When you are designing your approach, one of the main decisions that you will need to make is how you are going to orchestrate the streaming data processing in your pipeline.  There are several valid approaches to triggering your steams and how you will gate the execution of your pipeline.  Think through how you want to proceed and ask questions if you need guidance. The following references may be helpful:
- [Spark Structured Streaming Programming Guide](https://spark.apache.org/docs/latest/structured-streaming-programming-guide.html)
- [Databricks Autoloader - Cloudfiles](https://docs.databricks.com/en/ingestion/auto-loader/index.html)
- [In class examples - Spark Structured Streaming Performance](https://dbc-f85bdc5b-07db.cloud.databricks.com/editor/notebooks/2638424645880316?o=1093580174577663)

### Be sure your project runs end to end when *Run all* is executued on this notebook! (7 points)
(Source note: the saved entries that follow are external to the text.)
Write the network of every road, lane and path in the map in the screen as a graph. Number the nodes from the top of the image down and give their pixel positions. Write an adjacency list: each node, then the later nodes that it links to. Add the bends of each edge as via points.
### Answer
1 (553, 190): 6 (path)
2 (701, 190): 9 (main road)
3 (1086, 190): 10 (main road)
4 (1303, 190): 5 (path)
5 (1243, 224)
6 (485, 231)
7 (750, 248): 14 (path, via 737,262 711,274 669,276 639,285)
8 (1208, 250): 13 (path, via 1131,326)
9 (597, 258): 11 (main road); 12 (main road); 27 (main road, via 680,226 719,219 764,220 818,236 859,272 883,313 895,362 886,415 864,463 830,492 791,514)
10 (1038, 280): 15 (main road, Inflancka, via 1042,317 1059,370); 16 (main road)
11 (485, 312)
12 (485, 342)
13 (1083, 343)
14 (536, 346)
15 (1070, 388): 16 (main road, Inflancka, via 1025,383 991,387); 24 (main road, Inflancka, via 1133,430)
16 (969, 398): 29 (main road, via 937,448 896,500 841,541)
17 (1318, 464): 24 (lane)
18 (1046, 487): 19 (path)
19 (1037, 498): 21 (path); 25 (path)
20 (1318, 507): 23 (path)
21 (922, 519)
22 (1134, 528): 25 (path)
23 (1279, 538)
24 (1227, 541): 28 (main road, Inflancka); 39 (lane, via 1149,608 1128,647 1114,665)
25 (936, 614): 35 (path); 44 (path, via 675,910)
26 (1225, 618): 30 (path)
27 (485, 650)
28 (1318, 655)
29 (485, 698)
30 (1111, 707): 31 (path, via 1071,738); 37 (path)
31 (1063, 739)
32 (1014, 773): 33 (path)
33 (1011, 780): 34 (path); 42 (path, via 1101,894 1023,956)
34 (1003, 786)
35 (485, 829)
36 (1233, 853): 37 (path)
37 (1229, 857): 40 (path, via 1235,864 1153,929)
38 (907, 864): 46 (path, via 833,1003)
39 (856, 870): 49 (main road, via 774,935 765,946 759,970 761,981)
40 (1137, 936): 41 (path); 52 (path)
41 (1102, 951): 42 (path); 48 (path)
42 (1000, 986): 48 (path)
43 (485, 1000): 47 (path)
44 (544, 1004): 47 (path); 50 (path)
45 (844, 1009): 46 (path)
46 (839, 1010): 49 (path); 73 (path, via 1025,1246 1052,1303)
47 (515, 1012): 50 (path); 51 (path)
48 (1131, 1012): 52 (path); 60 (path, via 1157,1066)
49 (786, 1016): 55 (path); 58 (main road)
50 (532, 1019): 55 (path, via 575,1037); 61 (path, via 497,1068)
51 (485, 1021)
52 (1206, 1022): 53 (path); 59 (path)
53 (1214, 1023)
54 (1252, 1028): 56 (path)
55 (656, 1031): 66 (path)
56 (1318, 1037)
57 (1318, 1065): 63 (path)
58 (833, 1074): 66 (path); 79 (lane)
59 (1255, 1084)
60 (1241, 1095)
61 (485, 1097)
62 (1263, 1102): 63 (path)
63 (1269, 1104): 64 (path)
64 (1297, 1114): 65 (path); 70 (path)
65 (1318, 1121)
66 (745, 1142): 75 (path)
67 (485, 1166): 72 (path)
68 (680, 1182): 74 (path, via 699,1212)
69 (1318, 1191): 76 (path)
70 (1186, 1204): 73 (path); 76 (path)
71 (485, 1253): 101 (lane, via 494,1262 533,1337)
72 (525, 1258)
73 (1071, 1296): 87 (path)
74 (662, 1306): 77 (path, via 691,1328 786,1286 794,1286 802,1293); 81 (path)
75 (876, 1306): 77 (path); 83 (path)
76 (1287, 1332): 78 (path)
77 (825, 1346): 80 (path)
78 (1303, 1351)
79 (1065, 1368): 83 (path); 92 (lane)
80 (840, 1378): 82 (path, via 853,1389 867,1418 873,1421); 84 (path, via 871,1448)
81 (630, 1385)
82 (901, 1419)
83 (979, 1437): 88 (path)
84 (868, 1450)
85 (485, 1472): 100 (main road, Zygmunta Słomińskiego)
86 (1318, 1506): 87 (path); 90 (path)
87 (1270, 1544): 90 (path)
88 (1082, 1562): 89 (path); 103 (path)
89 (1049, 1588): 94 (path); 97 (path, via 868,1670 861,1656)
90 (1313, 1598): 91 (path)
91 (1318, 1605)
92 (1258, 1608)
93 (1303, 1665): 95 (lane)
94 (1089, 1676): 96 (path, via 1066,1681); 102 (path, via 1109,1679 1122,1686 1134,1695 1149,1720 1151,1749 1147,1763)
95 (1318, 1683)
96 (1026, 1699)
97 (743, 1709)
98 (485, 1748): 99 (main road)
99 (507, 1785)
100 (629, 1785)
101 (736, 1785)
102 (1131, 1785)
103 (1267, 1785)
### This project is worth 25% of your final grade.
- DSCC-202 Students have 55 possible points on this project (see points above and the instructions below)
- DSCC-402 Students have 60 possible points on this project (one extra section to complete)

In [0]:
%run ./includes/includes

In [0]:
"""
Adding a widget to the notebook to control the clearing of a previous run.
or stopping the active streams using routines defined in the utilities notebook
"""
dbutils.widgets.removeAll()

dbutils.widgets.dropdown("clear_previous_run", "No", ["No","Yes"])
if (getArgument("clear_previous_run") == "Yes"):
    clear_previous_run()
    print("Cleared all previous data.")

dbutils.widgets.dropdown("stop_streams", "No", ["No","Yes"])
if (getArgument("stop_streams") == "Yes"):
    stop_all_streams()
    print("Stopped all active streams.")

dbutils.widgets.dropdown("optimize_tables", "No", ["No","Yes"])
if (getArgument("optimize_tables") == "Yes"):
    # Suck up those small files that we have been appending.
    # Optimize the tables
    optimize_table(BRONZE_DELTA)
    optimize_table(SILVER_DELTA)
    optimize_table(GOLD_DELTA)
    print("Optimized all of the Delta Tables")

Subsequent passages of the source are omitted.